La cité de la soie, du thé et des arts
Si son passé impérial a forgé sa gloire, c’est surtout son art de vivre et son savoir‑faire qui ont assuré sa renommée. Véritable capitale de la soie, Hangzhou domina pendant des siècles la production textile chinoise. Ses étoffes, brocarts et satins aux reflets précieux étaient exportés à travers la route de la Soie maritime. Le Musée national de la soie, premier du genre en Chine, perpétue aujourd’hui cet héritage.
Le thé Longjing, « Puits du Dragon », cultivé sur les rives du lac de l’Ouest, est un autre symbole local. Loué depuis l’empereur Qianlong pour son arôme délicat, il est devenu l’emblème d’une philosophie de vie fondée sur la sérénité et la contemplation. La calligraphie, la sculpture sur porcelaine et la gravure de sceaux complètent ce tableau d’une cité où chaque geste artisanal devient un art.

Mais Hangzhou n’est pas restée figée dans ses traditions. La ville a su faire de la culture un moteur économique contemporain : reconnue en 2014 comme Centre national des industries culturelles et créatives, elle montre qu’innovation et mémoire peuvent coexister. Près de 18 % de son PIB proviennent aujourd’hui des secteurs créatifs, preuve que l’héritage peut devenir capital d’avenir.
Nouveau pôle technologique de la Chine
Au XXIᵉ siècle, Hangzhou s’est imposée comme l’un des pôles technologiques majeurs du pays. Si l’essor d’Alibaba, fondée par Jack Ma, a placé la ville sur la carte mondiale du numérique, une nouvelle génération d’entreprises, surnommée les “Six Petits Dragons”, façonne désormais son avenir : DeepSeek (intelligence artificielle), Unitree (robotique), BrainCo (interfaces cerveau‑machine), Game Science (jeux vidéo), Qunhe (design 3D) et Manycore (mondes virtuels).

Ce dynamisme s’inscrit dans la stratégie “Digital Zhejiang”, conçue pour numériser l’administration, l’industrie et les services publics.

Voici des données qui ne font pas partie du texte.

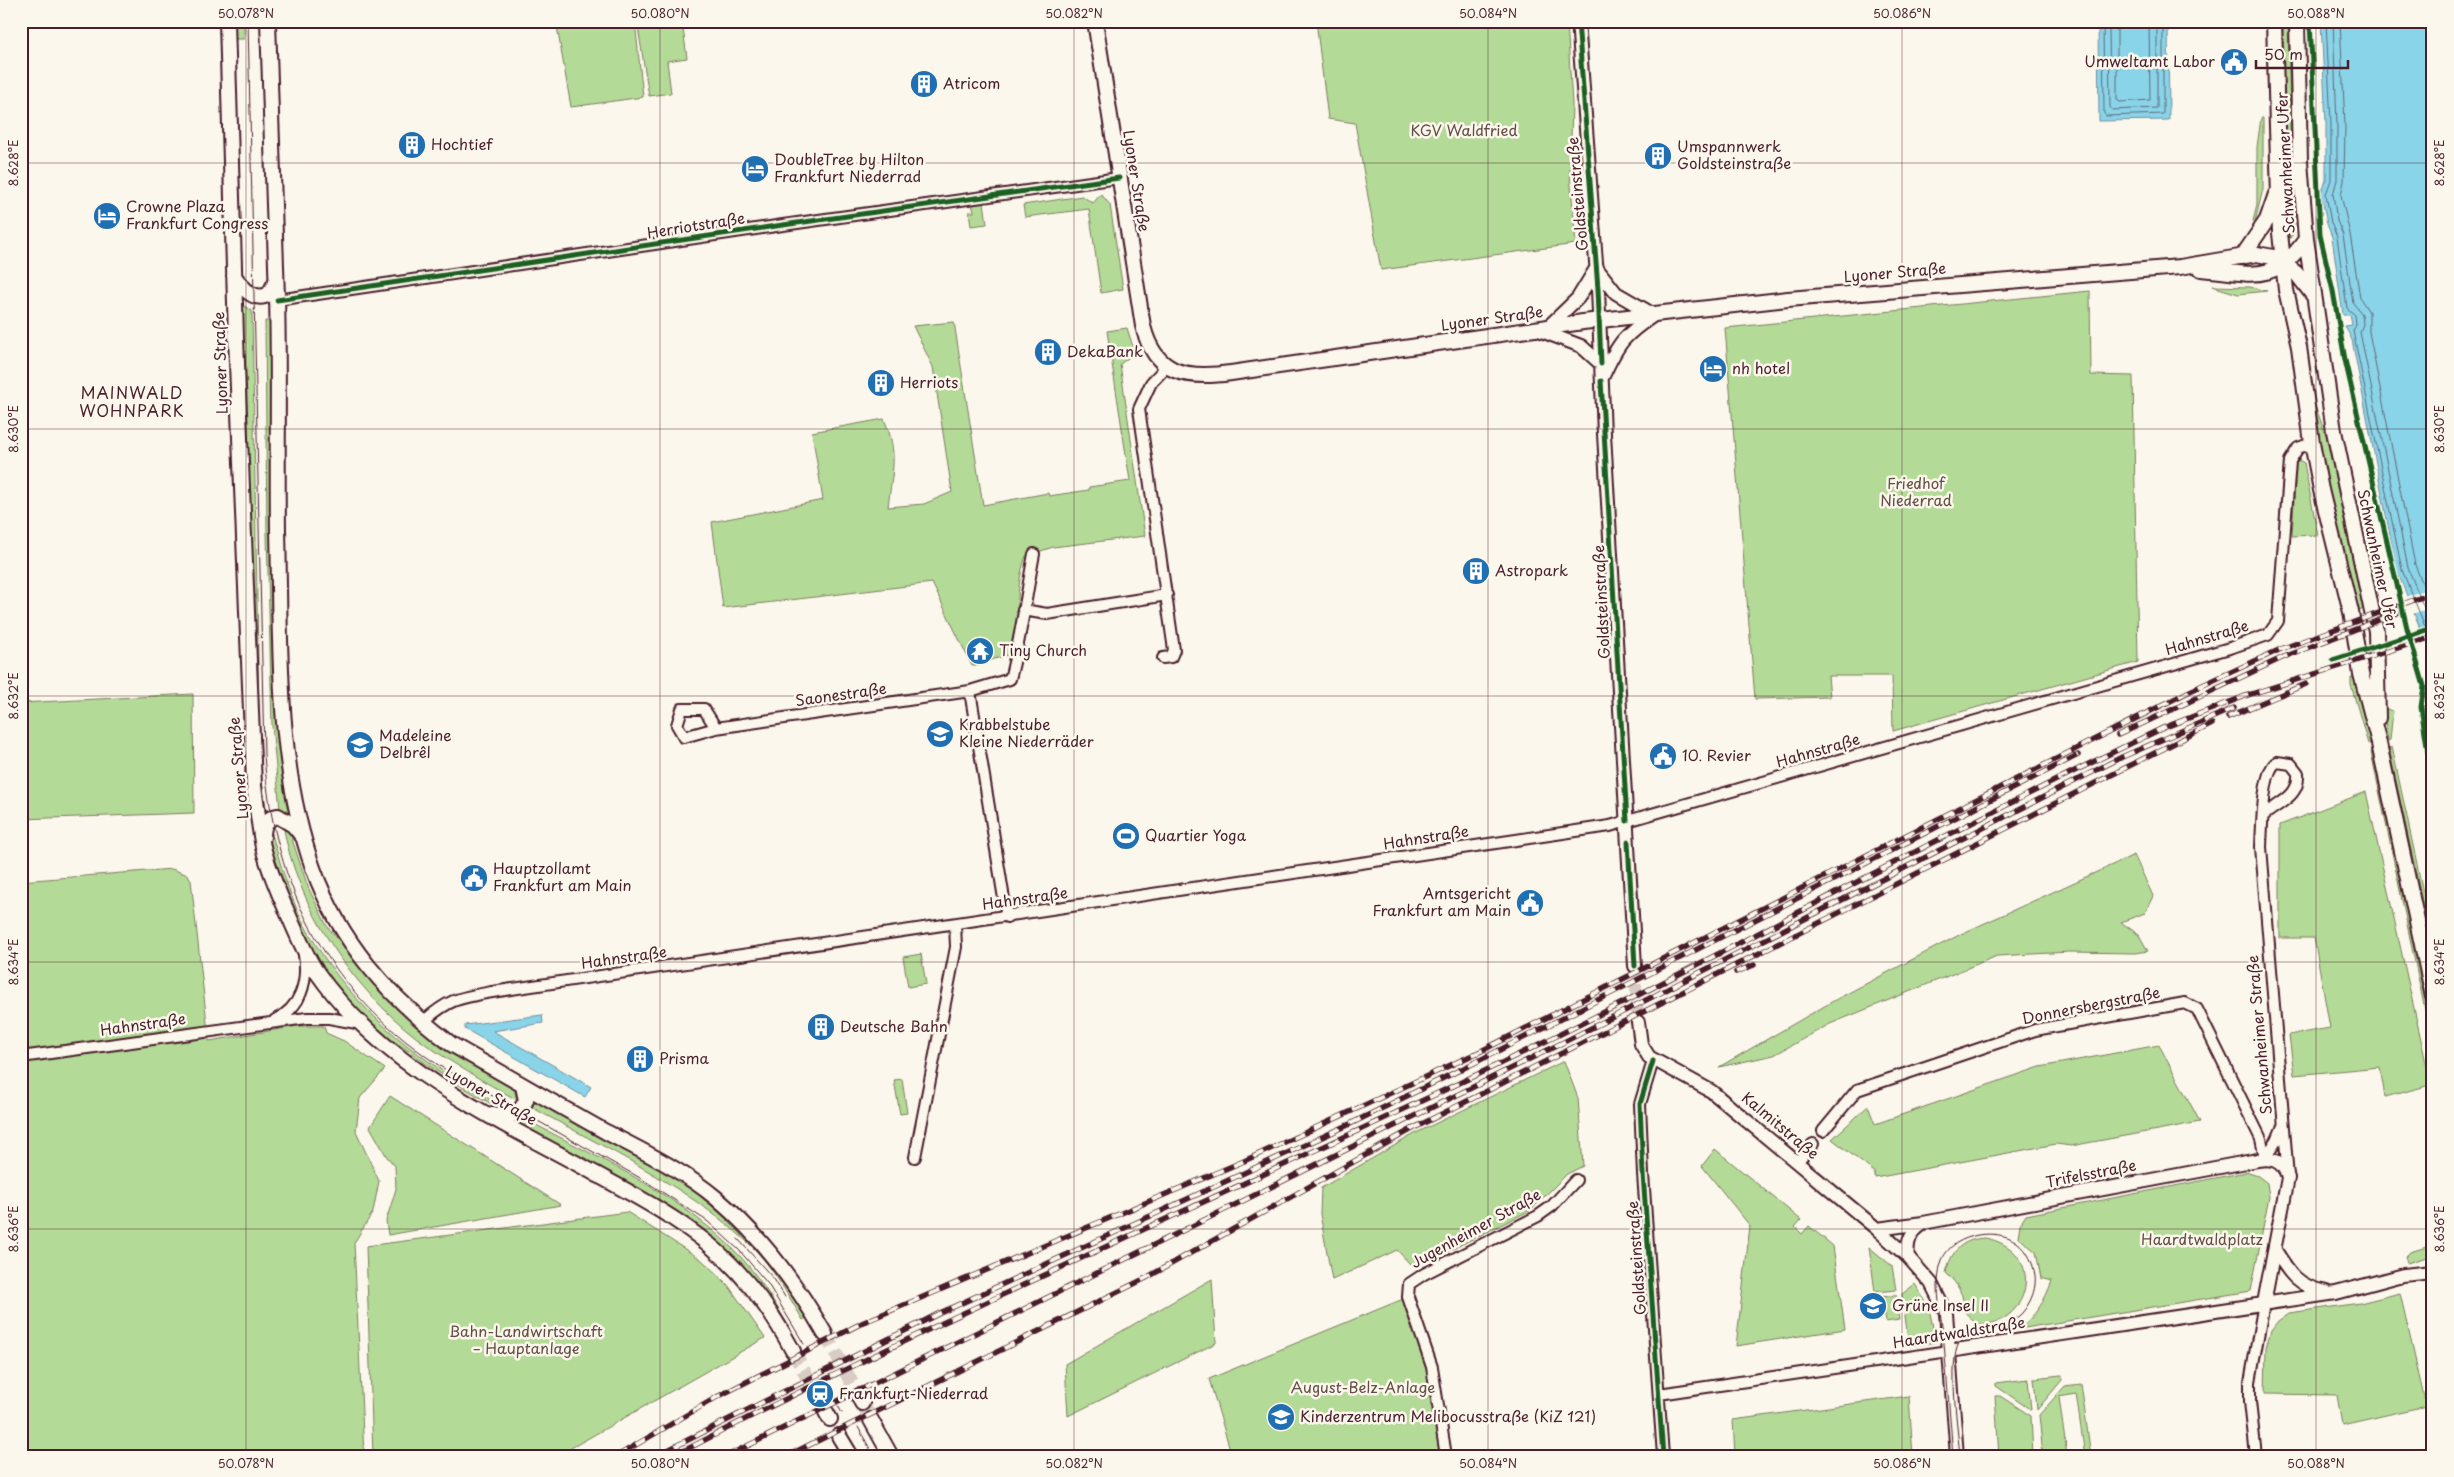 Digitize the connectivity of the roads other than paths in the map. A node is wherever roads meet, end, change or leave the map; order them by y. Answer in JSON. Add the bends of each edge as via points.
{"nodes":[{"id":1,"x":227,"y":21,"type":"edge"},
{"id":2,"x":268,"y":21,"type":"edge"},
{"id":3,"x":1096,"y":21,"type":"edge"},
{"id":4,"x":1578,"y":21,"type":"edge"},
{"id":5,"x":2274,"y":21,"type":"edge"},
{"id":6,"x":2297,"y":21,"type":"edge"},
{"id":7,"x":1119,"y":178,"type":"junction"},
{"id":8,"x":2279,"y":186,"type":"junction"},
{"id":9,"x":2306,"y":239,"type":"junction"},
{"id":10,"x":2242,"y":257,"type":"junction"},
{"id":11,"x":2283,"y":263,"type":"junction"},
{"id":12,"x":2180,"y":267,"type":"junction"},
{"id":13,"x":1597,"y":268,"type":"junction"},
{"id":14,"x":2267,"y":273,"type":"junction"},
{"id":15,"x":234,"y":276,"type":"junction"},
{"id":16,"x":276,"y":280,"type":"junction"},
{"id":17,"x":2286,"y":290,"type":"junction"},
{"id":18,"x":2313,"y":295,"type":"junction"},
{"id":19,"x":277,"y":300,"type":"junction"},
{"id":20,"x":1654,"y":315,"type":"junction"},
{"id":21,"x":1600,"y":321,"type":"junction"},
{"id":22,"x":1542,"y":328,"type":"junction"},
{"id":23,"x":1601,"y":364,"type":"junction"},
{"id":24,"x":1167,"y":366,"type":"junction"},
{"id":25,"x":1601,"y":381,"type":"junction"},
{"id":26,"x":2312,"y":443,"type":"junction"},
{"id":27,"x":1034,"y":554,"type":"dead end"},
{"id":28,"x":1167,"y":595,"type":"junction"},
{"id":29,"x":1023,"y":610,"type":"junction"},
{"id":30,"x":1163,"y":658,"type":"dead end"},
{"id":31,"x":970,"y":691,"type":"junction"},
{"id":32,"x":716,"y":728,"type":"dead end"},
{"id":33,"x":2378,"y":738,"type":"junction"},
{"id":34,"x":2263,"y":816,"type":"junction"},
{"id":35,"x":1627,"y":821,"type":"junction"},
{"id":36,"x":306,"y":842,"type":"junction"},
{"id":37,"x":264,"y":848,"type":"junction"},
{"id":38,"x":1007,"y":917,"type":"junction"},
{"id":39,"x":955,"y":924,"type":"junction"},
{"id":40,"x":303,"y":949,"type":"junction"},
{"id":41,"x":1635,"y":966,"type":"tunnel mouth"},
{"id":42,"x":2433,"y":996,"type":"edge"},
{"id":43,"x":422,"y":1022,"type":"junction"},
{"id":44,"x":1638,"y":1022,"type":"tunnel mouth"},
{"id":45,"x":269,"y":1023,"type":"junction"},
{"id":46,"x":362,"y":1024,"type":"junction"},
{"id":47,"x":21,"y":1057,"type":"edge"},
{"id":48,"x":1653,"y":1061,"type":"junction"},
{"id":49,"x":523,"y":1086,"type":"junction"},
{"id":50,"x":489,"y":1114,"type":"junction"},
{"id":51,"x":2284,"y":1120,"type":"junction"},
{"id":52,"x":1823,"y":1131,"type":"dead end"},
{"id":53,"x":1813,"y":1144,"type":"dead end"},
{"id":54,"x":915,"y":1157,"type":"dead end"},
{"id":55,"x":2265,"y":1158,"type":"junction"},
{"id":56,"x":1797,"y":1162,"type":"junction"},
{"id":57,"x":2288,"y":1178,"type":"junction"},
{"id":58,"x":1576,"y":1180,"type":"dead end"},
{"id":59,"x":1923,"y":1223,"type":"junction"},
{"id":60,"x":1877,"y":1229,"type":"junction"},
{"id":61,"x":2275,"y":1250,"type":"junction"},
{"id":62,"x":1908,"y":1257,"type":"junction"},
{"id":63,"x":2431,"y":1270,"type":"edge"},
{"id":64,"x":2336,"y":1293,"type":"junction"},
{"id":65,"x":2264,"y":1303,"type":"junction"},
{"id":66,"x":825,"y":1334,"type":"tunnel mouth"},
{"id":67,"x":793,"y":1351,"type":"tunnel mouth"},
{"id":68,"x":1949,"y":1352,"type":"junction"},
{"id":69,"x":1659,"y":1394,"type":"junction"},
{"id":70,"x":871,"y":1420,"type":"tunnel mouth"},
{"id":71,"x":839,"y":1436,"type":"dead end"},
{"id":72,"x":888,"y":1450,"type":"edge"},
{"id":73,"x":851,"y":1456,"type":"edge"},
{"id":74,"x":1446,"y":1456,"type":"edge"},
{"id":75,"x":1663,"y":1456,"type":"edge"},
{"id":76,"x":1957,"y":1456,"type":"edge"},
{"id":77,"x":2256,"y":1456,"type":"edge"}],
"edges":[{"from":1,"to":15,"type":"main road","name":"Lyoner Straße"},
{"from":2,"to":16,"type":"main road","name":"Lyoner Straße"},
{"from":3,"to":7,"type":"main road","name":"Lyoner Straße"},
{"from":4,"to":13,"type":"street","name":"Goldsteinstraße"},
{"from":5,"to":8,"type":"main road","name":"Schwanheimer Ufer"},
{"from":6,"to":9,"type":"main road","name":"Schwanheimer Ufer","via":[[2300,161]]},
{"from":7,"to":19,"type":"street","name":"Herriotstraße"},
{"from":7,"to":24,"type":"main road","name":"Lyoner Straße","via":[[1148,343],[1154,355]]},
{"from":8,"to":10,"type":"main road","via":[[2267,220]]},
{"from":8,"to":11,"type":"main road","name":"Schwanheimer Ufer"},
{"from":9,"to":11,"type":"main road"},
{"from":9,"to":18,"type":"main road","name":"Schwanheimer Ufer"},
{"from":10,"to":11,"type":"main road","name":"Lyoner Straße","via":[[2266,255]]},
{"from":10,"to":12,"type":"main road","name":"Lyoner Straße"},
{"from":11,"to":14,"type":"main road"},
{"from":11,"to":17,"type":"main road","name":"Schwanheimer Ufer"},
{"from":11,"to":18,"type":"main road"},
{"from":12,"to":14,"type":"main road","name":"Lyoner Straße"},
{"from":12,"to":20,"type":"main road","name":"Lyoner Straße","via":[[1816,296]]},
{"from":13,"to":20,"type":"street","via":[[1616,293]]},
{"from":13,"to":21,"type":"street","name":"Goldsteinstraße"},
{"from":13,"to":22,"type":"street","via":[[1572,306]]},
{"from":14,"to":17,"type":"main road"},
{"from":15,"to":16,"type":"main road","via":[[245,290],[261,296],[269,294]]},
{"from":15,"to":37,"type":"main road","name":"Lyoner Straße","via":[[254,786]]},
{"from":16,"to":19,"type":"main road","name":"Lyoner Straße"},
{"from":17,"to":26,"type":"main road","name":"Schwanheimer Ufer","via":[[2300,347]]},
{"from":18,"to":33,"type":"main road","name":"Schwanheimer Ufer","via":[[2334,431],[2376,631]]},
{"from":19,"to":36,"type":"main road","name":"Lyoner Straße","via":[[276,444],[283,701],[292,786]]},
{"from":20,"to":21,"type":"main road","name":"Lyoner Straße"},
{"from":20,"to":25,"type":"street","via":[[1621,340]]},
{"from":21,"to":22,"type":"main road","name":"Lyoner Straße"},
{"from":21,"to":23,"type":"street","name":"Goldsteinstraße"},
{"from":22,"to":23,"type":"street","via":[[1581,346]]},
{"from":22,"to":24,"type":"main road","name":"Lyoner Straße","via":[[1219,375],[1189,374]]},
{"from":23,"to":25,"type":"street","name":"Goldsteinstraße"},
{"from":24,"to":28,"type":"street","via":[[1151,383],[1140,408]]},
{"from":25,"to":35,"type":"street","name":"Goldsteinstraße"},
{"from":26,"to":33,"type":"main road","name":"Schwanheimer Ufer","via":[[2351,612],[2361,674]]},
{"from":26,"to":35,"type":"street","name":"Hahnstraße","via":[[2295,451],[2290,461],[2278,621],[2268,635]]},
{"from":27,"to":29,"type":"street","name":"Saonestraße"},
{"from":28,"to":29,"type":"street","via":[[1047,614]]},
{"from":28,"to":30,"type":"street","via":[[1174,650],[1170,657]]},
{"from":29,"to":31,"type":"street","name":"Saonestraße","via":[[1020,642],[1010,679]]},
{"from":31,"to":32,"type":"street","name":"Saonestraße"},
{"from":31,"to":38,"type":"street"},
{"from":33,"to":42,"type":"main road"},
{"from":34,"to":34,"type":"street","name":"Schwanheimer Straße","via":[[2268,771],[2277,762],[2291,764],[2298,773],[2294,794]]},
{"from":34,"to":51,"type":"street","name":"Schwanheimer Straße","via":[[2260,847]]},
{"from":35,"to":38,"type":"street","name":"Hahnstraße"},
{"from":35,"to":41,"type":"street","name":"Goldsteinstraße"},
{"from":36,"to":37,"type":"main road","via":[[293,825],[278,816],[271,817],[264,825]]},
{"from":36,"to":43,"type":"main road","name":"Lyoner Straße","via":[[328,902],[358,954],[389,992]]},
{"from":37,"to":40,"type":"main road","name":"Lyoner Straße","via":[[282,902]]},
{"from":38,"to":39,"type":"street","name":"Hahnstraße"},
{"from":39,"to":43,"type":"street","name":"Hahnstraße","via":[[458,998],[446,1002]]},
{"from":39,"to":54,"type":"street","via":[[956,947]]},
{"from":40,"to":45,"type":"street","name":"Hahnstraße","via":[[306,975],[300,997],[286,1014]]},
{"from":40,"to":46,"type":"main road","name":"Lyoner Straße","via":[[330,989]]},
{"from":43,"to":49,"type":"main road","name":"Lyoner Straße","via":[[451,1044]]},
{"from":44,"to":48,"type":"street","via":[[1643,1048]]},
{"from":45,"to":46,"type":"street","name":"Hahnstraße","via":[[324,1018]]},
{"from":45,"to":47,"type":"street","name":"Hahnstraße"},
{"from":46,"to":50,"type":"main road","name":"Lyoner Straße","via":[[405,1062]]},
{"from":48,"to":56,"type":"street","name":"Kalmitstraße","via":[[1711,1091]]},
{"from":48,"to":69,"type":"street","name":"Goldsteinstraße","via":[[1640,1104]]},
{"from":49,"to":50,"type":"main road","via":[[526,1100],[516,1114]]},
{"from":49,"to":66,"type":"main road","name":"Lyoner Straße","via":[[675,1169],[717,1199],[778,1263],[807,1302]]},
{"from":50,"to":67,"type":"main road","name":"Lyoner Straße","via":[[652,1205],[713,1246],[749,1282]]},
{"from":51,"to":55,"type":"street","via":[[2281,1133]]},
{"from":51,"to":57,"type":"street","name":"Schwanheimer Straße"},
{"from":52,"to":55,"type":"street","name":"Donnersbergstraße","via":[[1857,1090],[2036,1030],[2185,1002],[2197,1010],[2261,1139]]},
{"from":53,"to":56,"type":"street"},
{"from":55,"to":57,"type":"street","via":[[2282,1164]]},
{"from":55,"to":59,"type":"street","name":"Trifelsstraße"},
{"from":56,"to":60,"type":"street","name":"Kalmitstraße"},
{"from":57,"to":61,"type":"street","name":"Schwanheimer Straße"},
{"from":58,"to":74,"type":"street","name":"Jugenheimer Straße","via":[[1538,1216],[1409,1284],[1408,1297],[1432,1367]]},
{"from":59,"to":60,"type":"street","name":"Trifelsstraße"},
{"from":59,"to":62,"type":"street","via":[[1910,1236]]},
{"from":60,"to":62,"type":"street"},
{"from":61,"to":64,"type":"street","via":[[2299,1282],[2316,1290]]},
{"from":61,"to":65,"type":"street","name":"Schwanheimer Straße"},
{"from":62,"to":68,"type":"street","via":[[1930,1283],[1943,1306]]},
{"from":63,"to":64,"type":"street","name":"Haardtwaldstraße"},
{"from":64,"to":65,"type":"street","name":"Haardtwaldstraße"},
{"from":65,"to":68,"type":"street","name":"Haardtwaldstraße"},
{"from":65,"to":77,"type":"street","name":"Schwanheimer Straße","via":[[2250,1382]]},
{"from":68,"to":69,"type":"street","name":"Haardtwaldstraße"},
{"from":68,"to":76,"type":"street"},
{"from":69,"to":75,"type":"street","name":"Goldsteinstraße"},
{"from":70,"to":72,"type":"main road"},
{"from":71,"to":73,"type":"main road"}]}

Résultat : Hangzhou est devenue un laboratoire vivant de la société numérique. Ses infrastructures interconnectées, soutenues par Alibaba Cloud, permettent d’expérimenter des technologies d’avant‑garde, de la blockchain immobilière à la gestion urbaine par intelligence artificielle.

Les zones high‑tech, comme le Binjiang Smart Valley, accueillent des start‑ups du monde entier dans un environnement favorable à la recherche et à la création. Forte de son héritage millénaire et de son esprit pionnier, Hangzhou est aujourd’hui perçue comme le modèle le plus abouti de “smart city” chinoise. Les différentes entreprises sont dédiées à faire de Hangzhou une ville ultra connectée, comme “Sensetime”, utilisant Hangzhou comme véritable terrain de jeu de ses innovations, notamment pour sécuriser la ville. Une visite dans les locaux de Sensetime ont permis au Petit Journal d’observer les nouvelles technologies sur lesquelles l’entreprise travaille : capteur pour détecter les feux plus rapidement et système d’alerte plus performants. Une autre innovation pour moderniser la ville est de coordonner les feux pour que les ambulances puissent se déplacer plus rapidement.